Os Estados do Sul foram esquecidos pelos políticos, e não importa se lideres como Bill Clinton são daí oriundos. Nenhuma fundação, patrocinada pelos grandes multimilionários como Bill Gates, doa parte dos seus milhões para melhorar a vida dos seus compatriotas, grande parte com vidas realmente miseráveis. E portanto, fazem-no em África, como se no seu próprio país a pobreza não proliferasse.

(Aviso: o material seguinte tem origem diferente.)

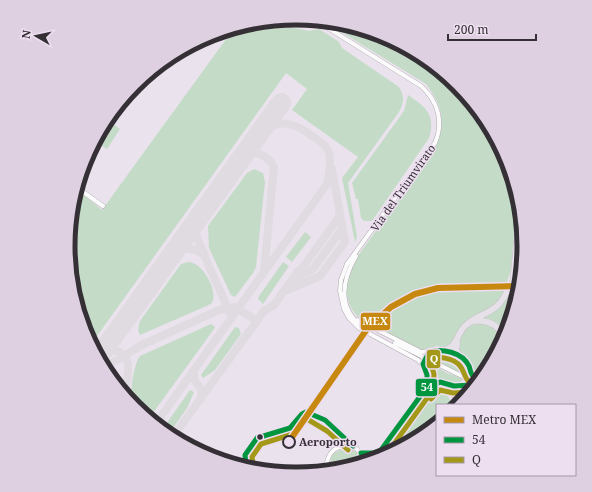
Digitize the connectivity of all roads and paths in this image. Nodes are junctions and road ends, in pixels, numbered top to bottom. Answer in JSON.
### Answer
{"nodes":[{"id":1,"x":327,"y":27,"type":"edge"},
{"id":2,"x":82,"y":192,"type":"edge"},
{"id":3,"x":103,"y":206,"type":"dead end"},
{"id":4,"x":517,"y":238,"type":"edge"},
{"id":5,"x":362,"y":245,"type":"junction"},
{"id":6,"x":511,"y":286,"type":"junction"},
{"id":7,"x":511,"y":297,"type":"edge"},
{"id":8,"x":350,"y":312,"type":"junction"},
{"id":9,"x":350,"y":319,"type":"junction"},
{"id":10,"x":471,"y":322,"type":"junction"},
{"id":11,"x":366,"y":329,"type":"junction"},
{"id":12,"x":500,"y":331,"type":"edge"},
{"id":13,"x":459,"y":333,"type":"junction"},
{"id":14,"x":444,"y":350,"type":"junction"},
{"id":15,"x":427,"y":355,"type":"junction"},
{"id":16,"x":461,"y":358,"type":"junction"},
{"id":17,"x":423,"y":367,"type":"junction"},
{"id":18,"x":427,"y":375,"type":"junction"},
{"id":19,"x":470,"y":375,"type":"junction"},
{"id":20,"x":474,"y":377,"type":"edge"},
{"id":21,"x":471,"y":381,"type":"edge"},
{"id":22,"x":442,"y":383,"type":"junction"},
{"id":23,"x":464,"y":384,"type":"junction"},
{"id":24,"x":468,"y":385,"type":"edge"},
{"id":25,"x":457,"y":397,"type":"edge"},
{"id":26,"x":456,"y":398,"type":"edge"},
{"id":27,"x":387,"y":447,"type":"edge"},
{"id":28,"x":361,"y":453,"type":"junction"},
{"id":29,"x":373,"y":453,"type":"edge"},
{"id":30,"x":374,"y":453,"type":"edge"},
{"id":31,"x":363,"y":456,"type":"edge"},
{"id":32,"x":327,"y":465,"type":"edge"}],
"edges":[{"from":1,"to":5,"type":"street","name":"Via del Triumvirato"},
{"from":2,"to":3,"type":"street"},
{"from":4,"to":6,"type":"highway"},
{"from":5,"to":8,"type":"street","name":"Via del Triumvirato"},
{"from":5,"to":9,"type":"street","name":"Via del Triumvirato"},
{"from":6,"to":7,"type":"highway"},
{"from":6,"to":10,"type":"highway"},
{"from":8,"to":11,"type":"street","name":"Via del Triumvirato"},
{"from":8,"to":15,"type":"street"},
{"from":9,"to":11,"type":"street","name":"Via del Triumvirato"},
{"from":9,"to":17,"type":"street","name":"Via del Triumvirato"},
{"from":10,"to":12,"type":"highway"},
{"from":10,"to":13,"type":"highway"},
{"from":11,"to":21,"type":"street","name":"Via del Triumvirato"},
{"from":13,"to":14,"type":"highway"},
{"from":13,"to":16,"type":"highway"},
{"from":14,"to":15,"type":"main road"},
{"from":14,"to":16,"type":"main road"},
{"from":15,"to":17,"type":"main road"},
{"from":16,"to":19,"type":"main road"},
{"from":17,"to":18,"type":"main road","name":"Via del Triumvirato"},
{"from":18,"to":22,"type":"main road"},
{"from":18,"to":30,"type":"street"},
{"from":19,"to":20,"type":"main road"},
{"from":19,"to":23,"type":"main road","bridge":true},
{"from":22,"to":23,"type":"main road"},
{"from":22,"to":26,"type":"street"},
{"from":22,"to":27,"type":"street"},
{"from":23,"to":24,"type":"main road"},
{"from":23,"to":25,"type":"street"},
{"from":28,"to":29,"type":"street"},
{"from":28,"to":31,"type":"street"},
{"from":28,"to":32,"type":"street"}]}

Estado a Estado, o cenário é o mesmo; as grandes empresas mudaram-se para outros países, na busca de maior lucro, os trabalhadores ficam desempregados e o ciclo de pobreza cresce e mantém-se. A história de uma pequena Vila, cujo nome não retive, é ilustrativa; viviam razoavelmente, cada habitante nos seus negócios ou trabalhos, quando uma grande superfície se instalou na localidade. As pessoas começaram a fazer aí todas as suas compras, o pequeno comércio começou a falir, as pessoas foram ficando desempregadas, deixando de ter dinheiro para comprar no grande Supermercado que acabou por fechar portas também. Hoje, resta o edifício e a pobreza.
As pessoas não compreendem ainda que a riqueza gerada pelas grandes superfícies/ empresas/ multinacionais não fica nos locais que habitam, é levada para outras paragens por meia dúzia. Que os investidores, não sendo locais, não estão ali para proporcionar melhores condições às pessoas, estão ali para recolher lucros, para sugar o máximo. E sem peso na consciência abandonar o barco, quando o dinheiro deixa de entrar. Isto é tão óbvio e portanto, ninguém desperta! Todos deveríamos dar primazia ao comércio local, para contribuirmos efectivamente para a comunidade.
As cidades, vilas e aldeias fantasmas, sucedem-se, restam os despojos de locais que não há muito tiveram vida, permanecendo apenas uns poucos que não tiveram condições de procurar outras paragens. Portanto, o que se passa no Sul é ignorado pelo resto da nação; portam-se como se todos os americanos tivessem as condições de vida dos Nova-Yorkinos. Se um tornado mata 30 pessoas no Arkansas, nem sequer é noticiado no país, apenas no Estado. E para matar dezenas de pessoas, imagine-se o rasto de destruição, e prejuízos materiais que causou!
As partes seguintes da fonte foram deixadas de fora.